La casa de la Aduana, donde se celebraba el baile, brillaba, llena de luz; por las ventanas, iluminadas, se oía desde la calle el rumor de la orquesta.

Delante de la puerta se amontonaba la gente del pueblo, que veía entrar las máscaras con gran curiosidad. A cada instante se tenía que abrir el grupo de curiosos para dejar pasar a los enmascarados.

En esto, en el momento en que el baile estaba en su mayor animación y algazara, se oyó un grito desgarrador tan penetrante, que llegó hasta la calle. Una mujer cayó al suelo.

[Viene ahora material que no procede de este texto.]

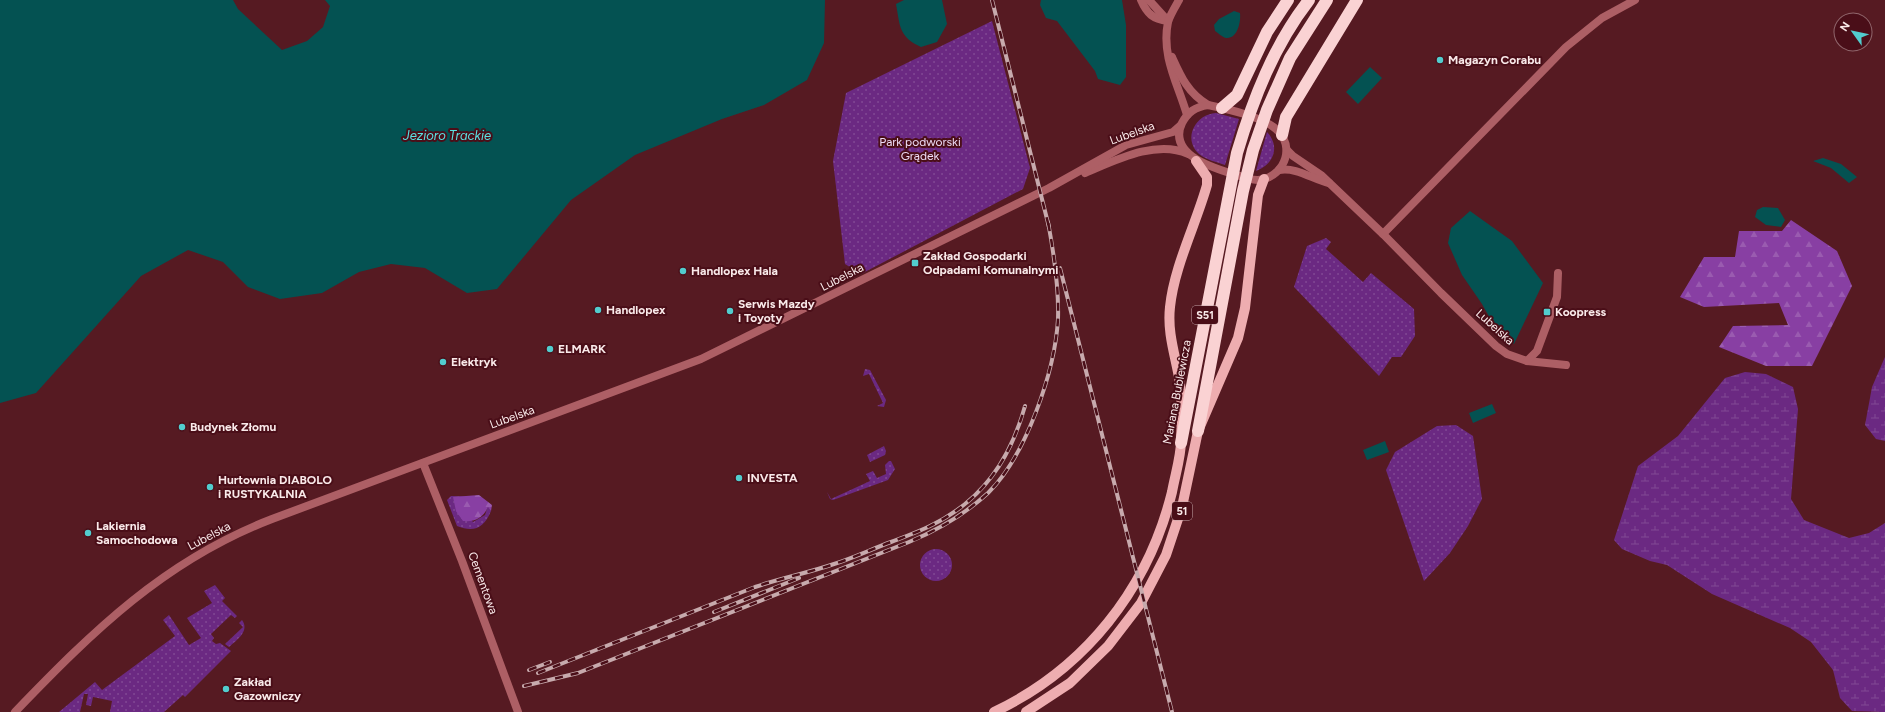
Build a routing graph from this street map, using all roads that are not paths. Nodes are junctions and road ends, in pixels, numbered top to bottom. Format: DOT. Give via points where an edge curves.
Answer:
graph roads {
  1 [pos="1141,0"];
  2 [pos="1149,0"];
  3 [pos="1179,0"];
  4 [pos="1288,0"];
  5 [pos="1309,0"];
  6 [pos="1327,0"];
  7 [pos="1357,0"];
  8 [pos="1635,0"];
  9 [pos="1168,21"];
  10 [pos="1208,104"];
  11 [pos="1222,108"];
  12 [pos="1187,115"];
  13 [pos="1181,125"];
  14 [pos="1282,135"];
  15 [pos="1287,150"];
  16 [pos="1192,158"];
  17 [pos="1280,170"];
  18 [pos="1264,179"];
  19 [pos="1329,183"];
  20 [pos="1049,188"];
  21 [pos="1383,234"];
  22 [pos="1558,273"];
  23 [pos="1527,361"];
  24 [pos="1566,366"];
  25 [pos="1198,431"];
  26 [pos="1181,443"];
  27 [pos="423,463"];
  28 [pos="15,712"];
  29 [pos="518,712"];
  30 [pos="994,712"];
  31 [pos="1026,712"];
  1 -- 9 [label="street" via="1146,10 1156,19"];
  2 -- 9 [label="street"];
  3 -- 9 [label="street"];
  4 -- 11 [label="highway" via="1267,32 1237,95"];
  5 -- 26 [label="highway, Mariana Bublewicza / S51" via="1275,54 1237,153"];
  6 -- 25 [label="highway, S51" via="1290,58 1253,150"];
  7 -- 14 [label="highway" via="1286,117"];
  8 -- 21 [label="street" via="1602,18 1566,47"];
  9 -- 10 [label="street" via="1170,54 1187,87 1195,97"];
  9 -- 12 [label="street" via="1168,60"];
  10 -- 11 [label="street"];
  10 -- 12 [label="street" via="1193,109"];
  11 -- 14 [label="street" via="1265,122"];
  12 -- 13 [label="street"];
  13 -- 16 [label="street" via="1180,141"];
  13 -- 20 [label="street, Lubelska" via="1173,132 1126,146"];
  14 -- 15 [label="street"];
  15 -- 17 [label="street" via="1286,159"];
  15 -- 19 [label="street, Lubelska"];
  16 -- 18 [label="street, Lubelska" via="1250,179"];
  16 -- 20 [label="street, Lubelska" via="1168,148 1126,156"];
  16 -- 26 [label="main road" via="1207,177 1207,185 1176,280 1170,307 1170,334 1181,392"];
  17 -- 18 [label="street"];
  17 -- 19 [label="street" via="1297,171"];
  18 -- 25 [label="main road" via="1258,194 1245,308 1238,338"];
  19 -- 21 [label="street, Lubelska"];
  20 -- 27 [label="street, Lubelska" via="701,359"];
  21 -- 23 [label="street, Lubelska" via="1496,346 1507,354"];
  22 -- 23 [label="street" via="1557,297 1537,351"];
  23 -- 24 [label="street, Lubelska"];
  25 -- 31 [label="main road, 51" via="1179,519 1166,555 1135,612 1089,666"];
  26 -- 30 [label="main road, Mariana Bublewicza / 51" via="1168,506 1156,542 1130,593 1099,635 1067,666 1033,690"];
  27 -- 28 [label="street, Lubelska" via="253,526 189,560 149,586 108,620"];
  27 -- 29 [label="street, Cementowa"];
}
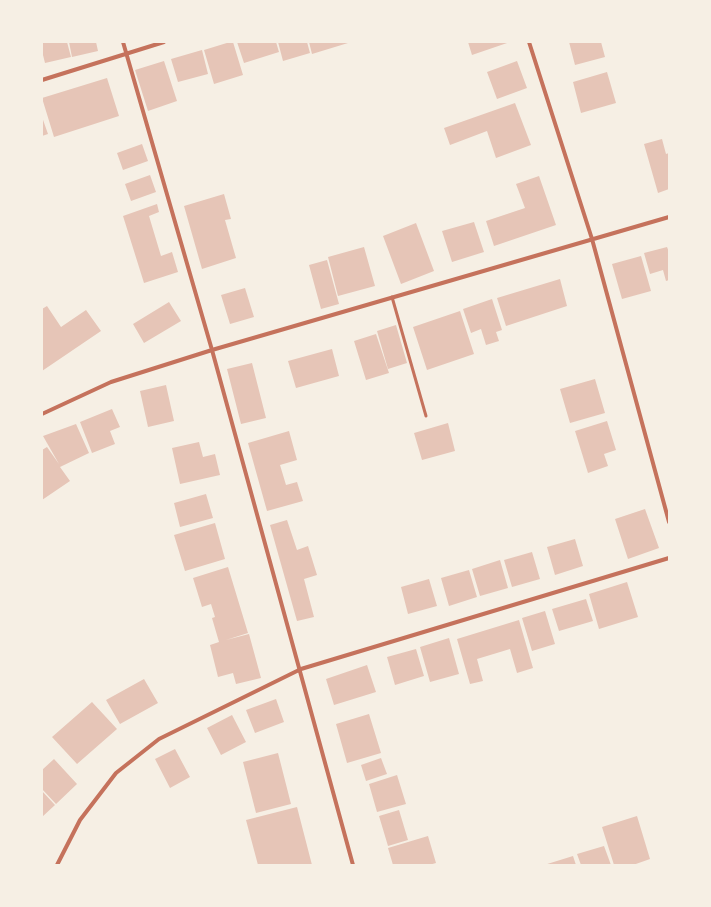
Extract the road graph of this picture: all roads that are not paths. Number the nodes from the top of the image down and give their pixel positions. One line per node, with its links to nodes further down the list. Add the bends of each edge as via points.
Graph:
1 (123, 42): 4 (street)
2 (164, 42): 4 (street)
3 (529, 42): 7 (street)
4 (126, 53): 5 (street); 9 (street)
5 (42, 80)
6 (669, 217): 7 (street)
7 (592, 239): 8 (street); 12 (street)
8 (392, 297): 9 (street); 11 (lane)
9 (212, 350): 10 (street, via 111,382); 14 (street)
10 (42, 414)
11 (426, 416)
12 (669, 522)
13 (669, 558): 14 (street)
14 (300, 670): 15 (street, via 159,739 122,768 80,820); 16 (street)
15 (57, 865)
16 (353, 865)

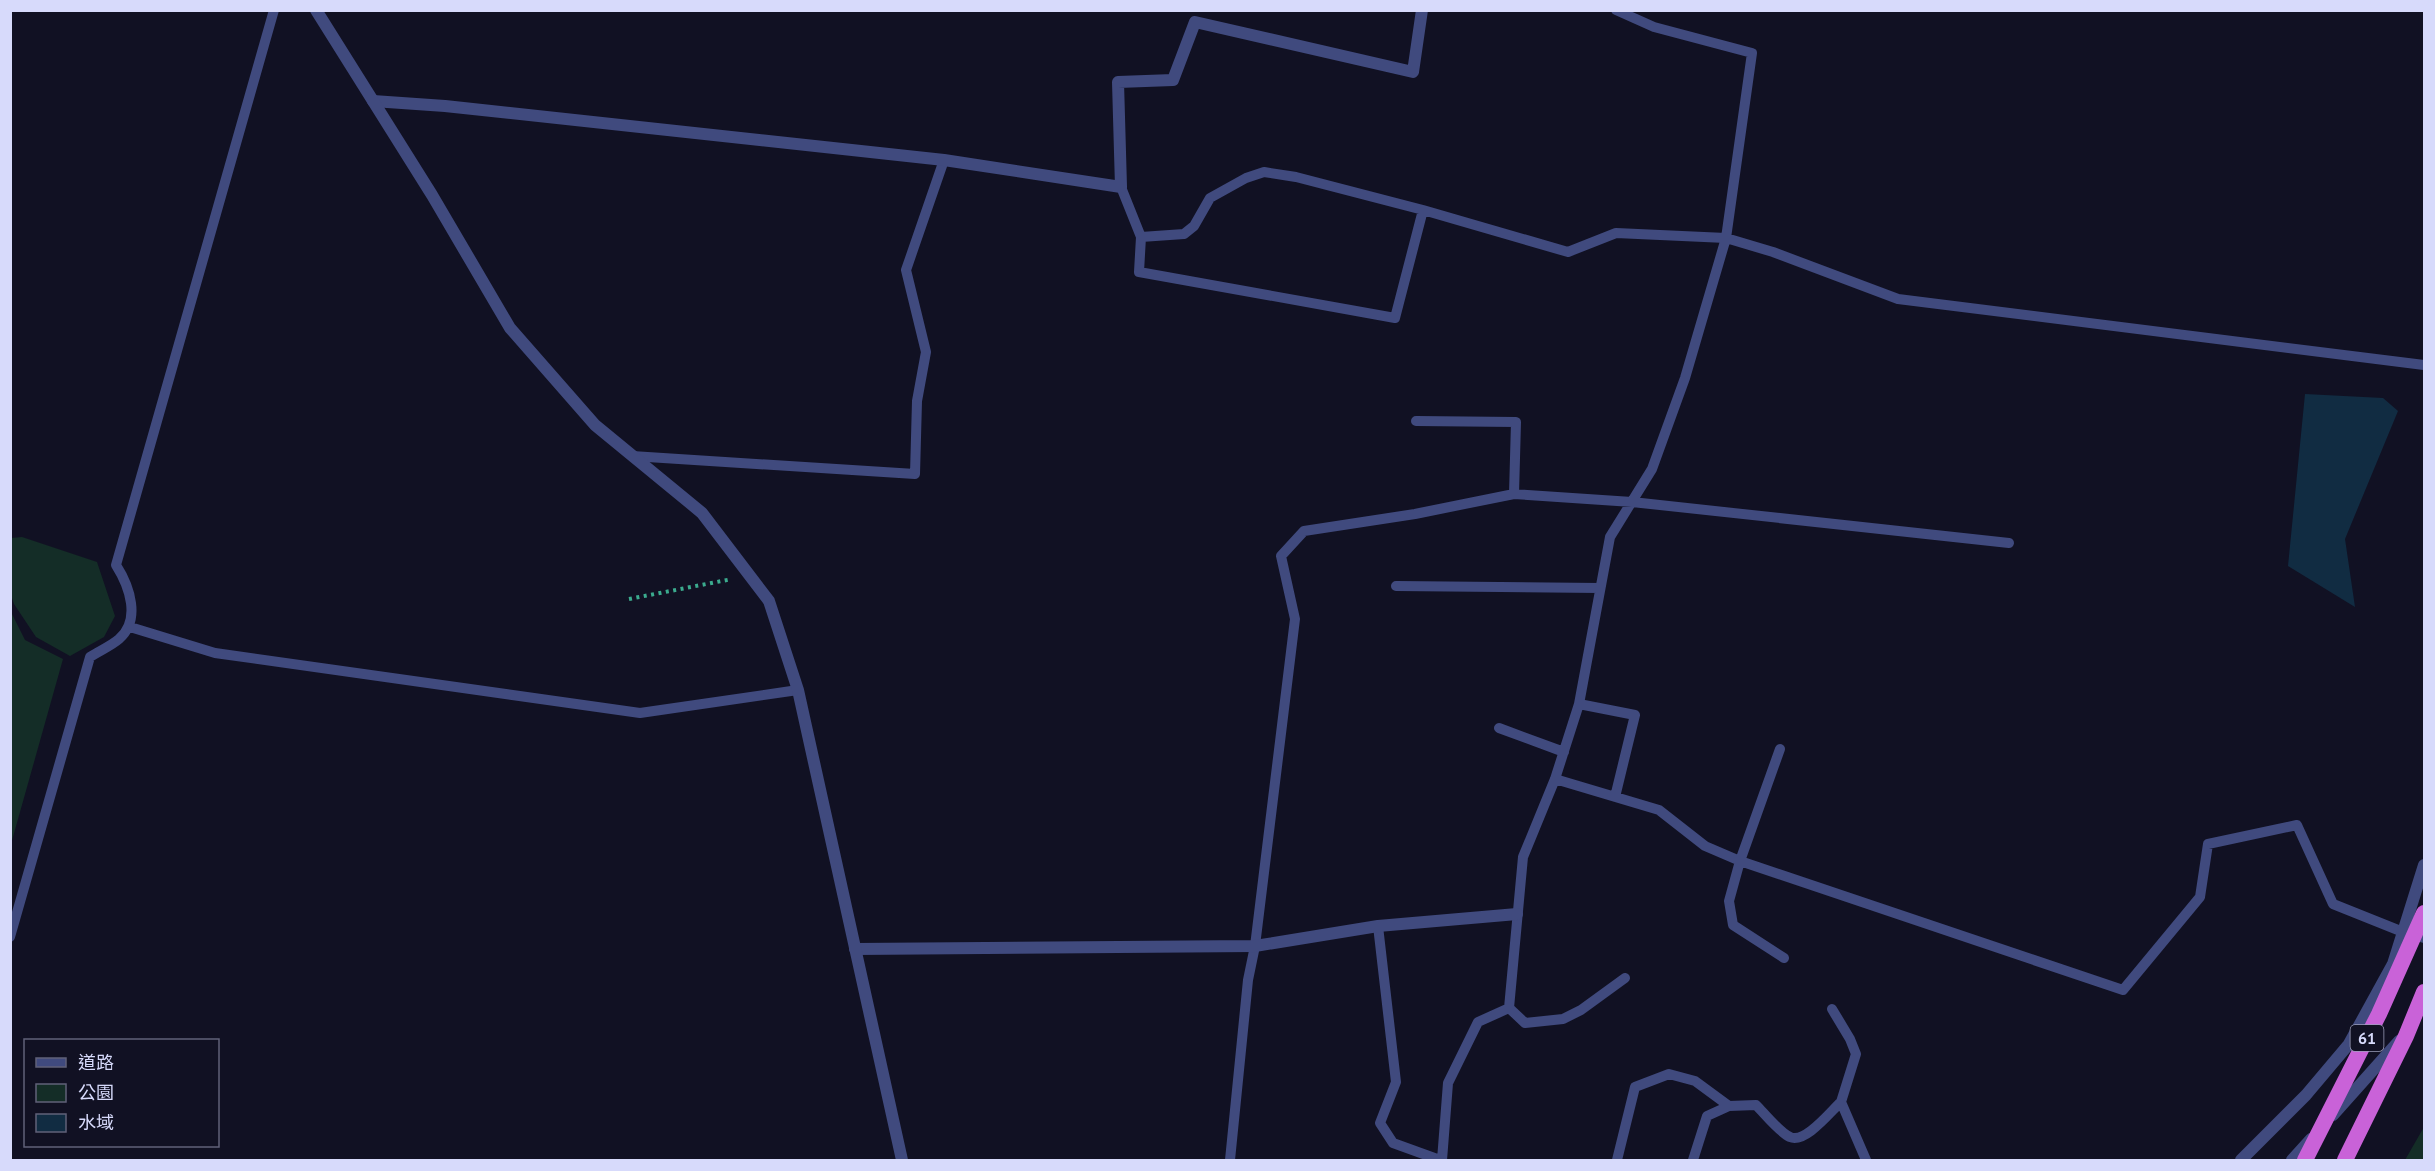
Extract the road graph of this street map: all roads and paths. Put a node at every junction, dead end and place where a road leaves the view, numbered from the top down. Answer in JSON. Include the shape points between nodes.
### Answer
{"nodes":[{"id":1,"x":274,"y":10,"type":"edge"},
{"id":2,"x":316,"y":10,"type":"edge"},
{"id":3,"x":1422,"y":10,"type":"edge"},
{"id":4,"x":1616,"y":10,"type":"edge"},
{"id":5,"x":373,"y":101,"type":"junction"},
{"id":6,"x":944,"y":160,"type":"junction"},
{"id":7,"x":1121,"y":187,"type":"junction"},
{"id":8,"x":1423,"y":210,"type":"junction"},
{"id":9,"x":1141,"y":237,"type":"junction"},
{"id":10,"x":1726,"y":238,"type":"junction"},
{"id":11,"x":2424,"y":365,"type":"edge"},
{"id":12,"x":1416,"y":421,"type":"dead end"},
{"id":13,"x":632,"y":456,"type":"junction"},
{"id":14,"x":1514,"y":494,"type":"junction"},
{"id":15,"x":1632,"y":502,"type":"junction"},
{"id":16,"x":2009,"y":543,"type":"dead end"},
{"id":17,"x":750,"y":576,"type":"junction"},
{"id":18,"x":1396,"y":586,"type":"dead end"},
{"id":19,"x":1600,"y":588,"type":"junction"},
{"id":20,"x":629,"y":599,"type":"dead end"},
{"id":21,"x":130,"y":627,"type":"junction"},
{"id":22,"x":798,"y":690,"type":"junction"},
{"id":23,"x":1579,"y":704,"type":"junction"},
{"id":24,"x":1499,"y":728,"type":"dead end"},
{"id":25,"x":1780,"y":749,"type":"dead end"},
{"id":26,"x":1564,"y":752,"type":"junction"},
{"id":27,"x":1555,"y":779,"type":"junction"},
{"id":28,"x":1615,"y":797,"type":"junction"},
{"id":29,"x":1740,"y":861,"type":"junction"},
{"id":30,"x":2424,"y":865,"type":"edge"},
{"id":31,"x":2424,"y":913,"type":"edge"},
{"id":32,"x":1517,"y":914,"type":"junction"},
{"id":33,"x":1378,"y":926,"type":"junction"},
{"id":34,"x":2403,"y":932,"type":"junction"},
{"id":35,"x":10,"y":937,"type":"edge"},
{"id":36,"x":2424,"y":938,"type":"edge"},
{"id":37,"x":1255,"y":946,"type":"junction"},
{"id":38,"x":855,"y":950,"type":"junction"},
{"id":39,"x":1784,"y":958,"type":"dead end"},
{"id":40,"x":1625,"y":978,"type":"dead end"},
{"id":41,"x":2424,"y":992,"type":"edge"},
{"id":42,"x":1509,"y":1008,"type":"junction"},
{"id":43,"x":1832,"y":1009,"type":"dead end"},
{"id":44,"x":2424,"y":1013,"type":"edge"},
{"id":45,"x":1841,"y":1101,"type":"junction"},
{"id":46,"x":1729,"y":1106,"type":"junction"},
{"id":47,"x":902,"y":1161,"type":"edge"},
{"id":48,"x":1230,"y":1161,"type":"edge"},
{"id":49,"x":1441,"y":1161,"type":"edge"},
{"id":50,"x":1617,"y":1161,"type":"edge"},
{"id":51,"x":1693,"y":1161,"type":"edge"},
{"id":52,"x":1866,"y":1161,"type":"edge"},
{"id":53,"x":2241,"y":1161,"type":"edge"},
{"id":54,"x":2292,"y":1161,"type":"edge"},
{"id":55,"x":2305,"y":1161,"type":"edge"},
{"id":56,"x":2345,"y":1161,"type":"edge"}],
"edges":[{"from":1,"to":21,"type":"lane","via":[[116,565],[132,608]]},
{"from":2,"to":5,"type":"street"},
{"from":3,"to":7,"type":"street","via":[[1413,72],[1196,22],[1173,80],[1118,82]]},
{"from":4,"to":10,"type":"lane","via":[[1654,27],[1752,53]]},
{"from":5,"to":6,"type":"street"},
{"from":5,"to":13,"type":"street","via":[[510,328],[595,425]]},
{"from":6,"to":7,"type":"street"},
{"from":6,"to":13,"type":"lane","via":[[906,270],[926,352],[917,401],[915,474]]},
{"from":7,"to":9,"type":"lane"},
{"from":8,"to":9,"type":"lane","via":[[1264,172],[1210,198],[1194,226],[1184,234]]},
{"from":8,"to":9,"type":"lane","via":[[1395,318],[1139,272]]},
{"from":8,"to":10,"type":"lane","via":[[1568,252],[1616,232]]},
{"from":10,"to":11,"type":"lane","via":[[1898,299]]},
{"from":10,"to":15,"type":"lane","via":[[1685,378],[1652,469]]},
{"from":12,"to":14,"type":"lane","via":[[1516,422]]},
{"from":13,"to":17,"type":"street","via":[[702,513]]},
{"from":14,"to":15,"type":"lane"},
{"from":14,"to":37,"type":"lane","via":[[1304,531],[1281,556],[1294,619]]},
{"from":15,"to":16,"type":"lane"},
{"from":15,"to":19,"type":"lane","via":[[1610,537]]},
{"from":17,"to":20,"type":"path"},
{"from":17,"to":22,"type":"street","via":[[769,601]]},
{"from":18,"to":19,"type":"lane"},
{"from":19,"to":23,"type":"lane"},
{"from":21,"to":22,"type":"lane","via":[[215,653],[640,713]]},
{"from":21,"to":35,"type":"lane","via":[[118,640],[90,657]]},
{"from":22,"to":38,"type":"street"},
{"from":23,"to":26,"type":"lane"},
{"from":23,"to":28,"type":"lane","via":[[1635,715]]},
{"from":24,"to":26,"type":"lane"},
{"from":25,"to":29,"type":"lane"},
{"from":26,"to":27,"type":"lane"},
{"from":27,"to":28,"type":"lane"},
{"from":27,"to":32,"type":"lane","via":[[1523,857]]},
{"from":28,"to":29,"type":"lane","via":[[1659,810],[1705,846]]},
{"from":29,"to":34,"type":"lane","via":[[2123,990],[2200,897],[2208,844],[2296,825],[2333,904]]},
{"from":29,"to":39,"type":"lane","via":[[1729,901],[1733,925]]},
{"from":30,"to":34,"type":"street"},
{"from":31,"to":55,"type":"highway","number":"61","bridge":true,"via":[[2379,1014]]},
{"from":32,"to":33,"type":"street"},
{"from":32,"to":42,"type":"lane"},
{"from":33,"to":37,"type":"street"},
{"from":33,"to":49,"type":"lane","via":[[1396,1082],[1380,1123],[1393,1143]]},
{"from":34,"to":36,"type":"lane"},
{"from":34,"to":53,"type":"street","via":[[2393,964],[2349,1044]]},
{"from":37,"to":38,"type":"street"},
{"from":37,"to":48,"type":"lane","via":[[1248,980]]},
{"from":38,"to":47,"type":"street"},
{"from":40,"to":42,"type":"lane","via":[[1563,1019],[1525,1023]]},
{"from":41,"to":56,"type":"highway","number":"61","bridge":true},
{"from":42,"to":49,"type":"lane","via":[[1478,1022],[1448,1083]]},
{"from":43,"to":45,"type":"lane","via":[[1856,1054]]},
{"from":44,"to":54,"type":"street"},
{"from":45,"to":46,"type":"lane","via":[[1798,1139],[1789,1137],[1756,1105]]},
{"from":45,"to":52,"type":"lane"},
{"from":46,"to":50,"type":"lane","via":[[1695,1081],[1669,1074],[1635,1088]]},
{"from":46,"to":51,"type":"lane","via":[[1707,1116]]}]}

Fué todo el mundo a ver qué ocurría. Juanita Arrillaga, herida de una puñalada en el corazón, estaba muerta.

—¿Vargas era el asesino?—preguntó Leguía.

—Sí; era él el vengador—replicó el hombre de la zamarra, con voz sorda.

Don Fernando había entrado en el baile enmascarado con un dominó negro; después saltó por una ventana hacia la plaza con el dominó en la mano; me entregó el capuchón y se fué a la fonda. Yo me marché a una posada y escondí el disfraz. Al día siguiente, mi amo y yo estábamos en Francia.

El viejo calló. Leguía estaba irritado; la manera grave y solemne de hablar de aquel hombre, su pedantería y su servilismo le indignaban. Parecía una persona nacida única y exclusivamente para ser criado.